Dr. Adam Brandt of Stanford University’s Department of Energy Resources Engineering sent us a copy of a paper he wrote called Review of mathematical models of future oil supply: Historical overview and synthesizing critique. There seem to be quite a few things of interest, so I have summarized the paper, since the author did not have the time to do this. The box quotes are from the paper.
This paper has two goals. First, it provides a systematic review of oil depletion models produced to date. This serves to make obscure past works (often difficult to find) available to a wider audience so as to limit repetition of past efforts. Second, this paper provides synthesizing critique of previous modeling efforts, with the aim of improving future oil depletion modeling.
A major conclusion of the study is that existing models fare poorly at prediction:
Models based on quite disparate assumptions (e.g., physical simulation vs. economic optimal depletion) have produced approximately bell-shaped production profiles, but data do not support assertions that any one model type is most useful for forecasting future oil production. In fact, evidence suggests that existing models have fared poorly in predicting global oil production. The greatest promise for future developments in oil depletion modeling lies in simulation models that combine both physical and economic aspects of oil production.
Types of Models
Brandt describes four kinds of oil depletion models:
1. Curve Fitting Models
Curve-fitting models of oil production have been used since the 1950s. A variety of models exist, but their general approach is as follows.
1. Define a mathematical function to statistically fit to historical production data.
2. Include constraints to improve the quality of model fit.
3. Fit the constrained model to historical data to project future production.Curve-fitting models vary in the function used, in the use of ultimately recoverable resources (URR) as a constraint and in the usage (or not) of symmetric model functions.
The paper provides descriptions of various curve fitting models, including Hubbert’s logistic model.
2. System simulations.
Simulation models (in our classification scheme) differ from curve-fitting models as follows: simulation models explicitly represent underlying physical and/or economic mechanisms that govern oil discovery and extraction, letting the shape of the production profile emerge from these mechanisms rather than specifying it in advance.
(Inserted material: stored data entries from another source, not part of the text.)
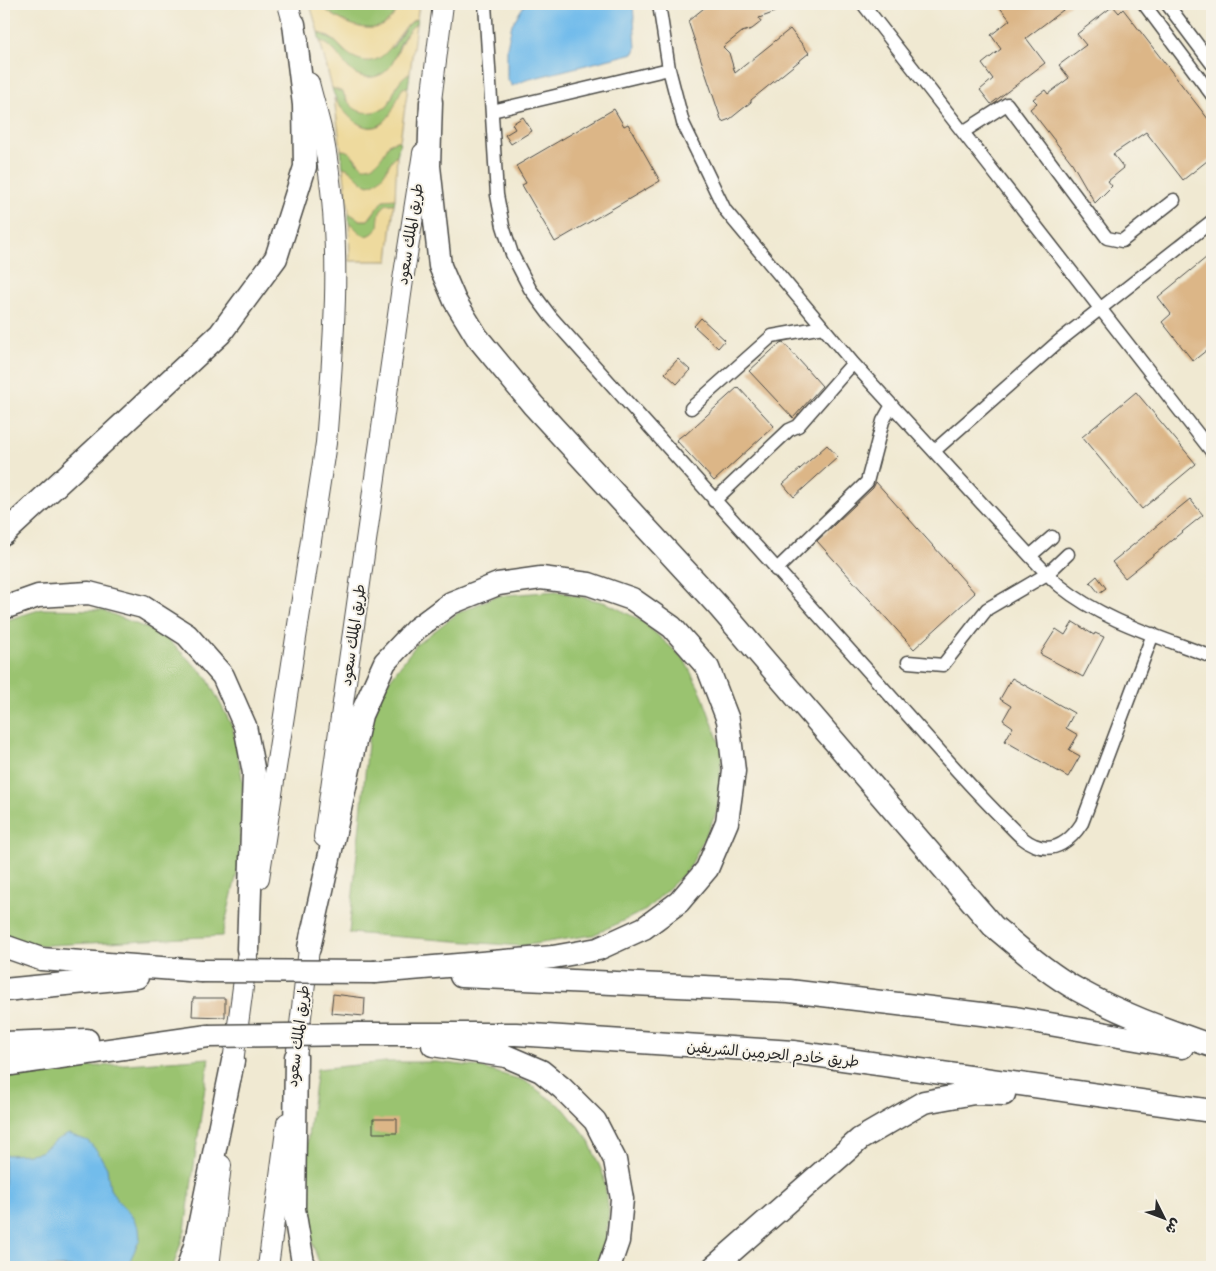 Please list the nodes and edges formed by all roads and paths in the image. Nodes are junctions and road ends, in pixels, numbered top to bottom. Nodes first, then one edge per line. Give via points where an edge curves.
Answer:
1 (443, 4) edge
2 (485, 4) edge
3 (659, 4) edge
4 (863, 4) edge
5 (1144, 4) edge
6 (1167, 4) edge
7 (291, 14) edge
8 (1212, 64) edge
9 (668, 70) junction
10 (1212, 95) edge
11 (431, 102) junction
12 (492, 110) junction
13 (963, 132) junction
14 (1174, 200) dead end
15 (1212, 221) edge
16 (1100, 309) junction
17 (823, 327) junction
18 (853, 363) junction
19 (892, 405) junction
20 (691, 408) dead end
21 (934, 451) junction
22 (1212, 452) edge
23 (714, 501) junction
24 (4, 534) edge
25 (1052, 536) dead end
26 (1068, 554) dead end
27 (1030, 556) junction
28 (776, 570) junction
29 (1047, 574) junction
30 (4, 608) edge
31 (1153, 634) junction
32 (1212, 657) edge
33 (908, 662) dead end
34 (4, 946) edge
35 (309, 948) junction
36 (248, 949) junction
37 (201, 971) junction
38 (375, 972) junction
39 (4, 990) edge
40 (360, 1034) junction
41 (208, 1036) junction
42 (4, 1044) edge
43 (1212, 1046) edge
44 (1212, 1052) edge
45 (296, 1057) junction
46 (233, 1061) junction
47 (4, 1065) edge
48 (1113, 1097) junction
49 (1212, 1111) edge
50 (188, 1267) edge
51 (209, 1267) edge
52 (268, 1267) edge
53 (306, 1267) edge
54 (609, 1267) edge
55 (714, 1267) edge

1 - 11 main road, طريق الملك سعود
2 - 12 street
3 - 9 street
4 - 13 street
5 - 10 street
6 - 8 street
7 - 24 highway via 304,105 305,167 276,258 220,334
7 - 36 main road via 324,143 332,207 335,263 332,367 326,442
9 - 12 street
9 - 17 street via 683,123 725,210
11 - 35 main road, طريق الملك سعود
11 - 43 highway via 430,166 440,266 476,337 533,405 720,606 993,926 1078,990 1156,1026
12 - 23 street via 497,195 503,226 512,254 530,289
13 - 14 street via 1007,104 1107,238 1122,241
13 - 16 street
15 - 16 street
16 - 21 street
16 - 22 street
17 - 18 street
17 - 20 street via 772,336
18 - 19 street
18 - 23 street via 798,426 789,430
19 - 21 street
19 - 28 street via 883,421 867,482
21 - 27 street
23 - 28 street
25 - 27 street
26 - 29 street
27 - 29 street
28 - 31 street via 999,815 1026,842 1042,848 1067,842 1082,823
29 - 31 street via 1094,608
29 - 33 street via 987,609 943,665
30 - 36 highway via 38,596 89,593 143,607 188,635 223,676 245,726 254,773
31 - 32 street
34 - 37 highway via 40,959
35 - 38 highway via 361,716 385,662 416,629 450,603 498,584 541,578 589,584 632,599 672,627 708,668 728,720 734,771 728,822 707,869 679,902 644,928 598,949 553,957
35 - 45 main road, طريق الملك سعود
36 - 46 main road
37 - 38 highway, bridge
37 - 39 highway
38 - 44 highway via 789,991 1015,1018
40 - 41 highway, bridge
40 - 48 highway, طريق خادم الحرمين الشريفين via 516,1034 793,1052
40 - 54 highway via 506,1056 541,1072 562,1088 595,1121 614,1160 622,1199 618,1241
41 - 42 highway
41 - 47 highway
45 - 52 main road, طريق الملك سعود
45 - 53 highway via 294,1209
46 - 50 highway
46 - 51 main road
48 - 49 highway, طريق خادم الحرمين الشريفين
48 - 55 highway via 974,1093 924,1102 860,1139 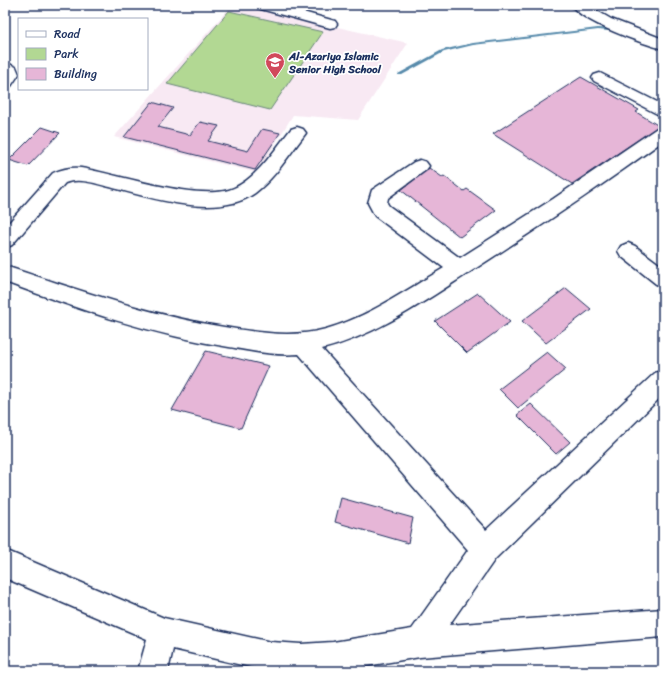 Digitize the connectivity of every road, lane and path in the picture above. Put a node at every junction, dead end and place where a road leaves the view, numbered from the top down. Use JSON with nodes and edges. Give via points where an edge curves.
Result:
{"nodes":[{"id":1,"x":262,"y":5,"type":"edge"},
{"id":2,"x":578,"y":5,"type":"edge"},
{"id":3,"x":330,"y":24,"type":"dead end"},
{"id":4,"x":663,"y":44,"type":"edge"},
{"id":5,"x":5,"y":67,"type":"edge"},
{"id":6,"x":600,"y":78,"type":"dead end"},
{"id":7,"x":5,"y":82,"type":"edge"},
{"id":8,"x":663,"y":112,"type":"edge"},
{"id":9,"x":663,"y":132,"type":"edge"},
{"id":10,"x":297,"y":133,"type":"dead end"},
{"id":11,"x":420,"y":166,"type":"dead end"},
{"id":12,"x":5,"y":240,"type":"edge"},
{"id":13,"x":628,"y":251,"type":"dead end"},
{"id":14,"x":459,"y":268,"type":"junction"},
{"id":15,"x":5,"y":274,"type":"edge"},
{"id":16,"x":663,"y":278,"type":"edge"},
{"id":17,"x":304,"y":344,"type":"junction"},
{"id":18,"x":663,"y":380,"type":"edge"},
{"id":19,"x":485,"y":549,"type":"junction"},
{"id":20,"x":5,"y":564,"type":"edge"},
{"id":21,"x":663,"y":623,"type":"edge"},
{"id":22,"x":163,"y":632,"type":"junction"},
{"id":23,"x":420,"y":642,"type":"junction"},
{"id":24,"x":153,"y":671,"type":"edge"}],
"edges":[{"from":1,"to":3,"type":"street"},
{"from":2,"to":4,"type":"street","via":[[610,23]]},
{"from":5,"to":7,"type":"street","via":[[11,74]]},
{"from":6,"to":8,"type":"street"},
{"from":9,"to":14,"type":"street","via":[[616,167]]},
{"from":10,"to":12,"type":"street","via":[[265,173],[240,193],[230,197],[170,196],[81,174],[64,175]]},
{"from":11,"to":14,"type":"street","via":[[379,196],[377,203],[382,211]]},
{"from":13,"to":16,"type":"street"},
{"from":14,"to":17,"type":"street","via":[[382,316],[354,330]]},
{"from":15,"to":17,"type":"street","via":[[59,293],[174,326],[265,343]]},
{"from":17,"to":19,"type":"street"},
{"from":18,"to":19,"type":"street"},
{"from":19,"to":23,"type":"street"},
{"from":20,"to":22,"type":"street"},
{"from":21,"to":23,"type":"street"},
{"from":22,"to":23,"type":"street","via":[[271,657],[293,658],[333,657]]},
{"from":22,"to":24,"type":"street"}]}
These models include a broader range of independent variables, addressing a key problem of curve-fitting models noted by Taylor [38]: “No cause-and-effect relationship exists between time and the exploitation of crude oil.”
Thus, with the simulation models, one does not need to assume that the oil will be pumped out as quickly as possible. Oil production can follow demand, or some other approach. Brandt comments that a major difficulty of complex simulation models is the numerous input data that are required to parameterize the functional relationships. Figures 3 and 4 give an example of parts of a simulation model.
3. Bottom-up models
Bottom-up models use detailed field- or project-level data to “build up” projections of production from larger regions (such as a nation or the world). Bottom-up modeling has become increasingly prominent as discoveries have slowed and an increasing fraction of future oil is expected to come from already-discovered fields [52].
The most widely published bottom-up model is that of Campbell and co-authors, produced since the mid-1990s [53-55] using national-level models of production to generate global predictions. . .
Skrebowski has produced a bottom up model [58e61], using a database of oil field “megaprojects” e oil field development projects above a threshold size. Because large projects provide the majority of new oil output, this approach provides insight into short-term capacity increases.
4. Economic models of Oil Depletion
The major subcategories of these are
1. Economic optimal depletion theory, such as studied by Hotelling.
2. Economietic models of oil depletion, such as developed by Fisher and later by Kauffman and Cleveland.
Drawbacks and problems of existing models
1. Curve Fitting Models
Unfortunately, curve-fitting models are often used to make overly specific predictions of future production, ignoring many of the difficulties with such an approach.
An example is given by the excessive importance placed by some analysts on the supposed novelty and accuracy of Hubbert’s 1956 prediction. First, Hubbert’s prediction was predated by at least four publications that provided bell-shaped graphs of future U.S. oil production [13,14,81,82], and no fewer than 7 estimates from the 1950s predicted a peak in US oil production between 1963 and 1973, the approximate range of Hubbert’s low-high predictions (see Table 1). Second, Hubbert’s prediction of a peak in 1970 was based on his high value of URR, which he considered unlikely to be ach- ieved (and which itself was an underestimate). Interpretations of these facts vary: one could argue that Hubbert’s method was not extraordinary, as other methods also came close to predicting the peak date. . .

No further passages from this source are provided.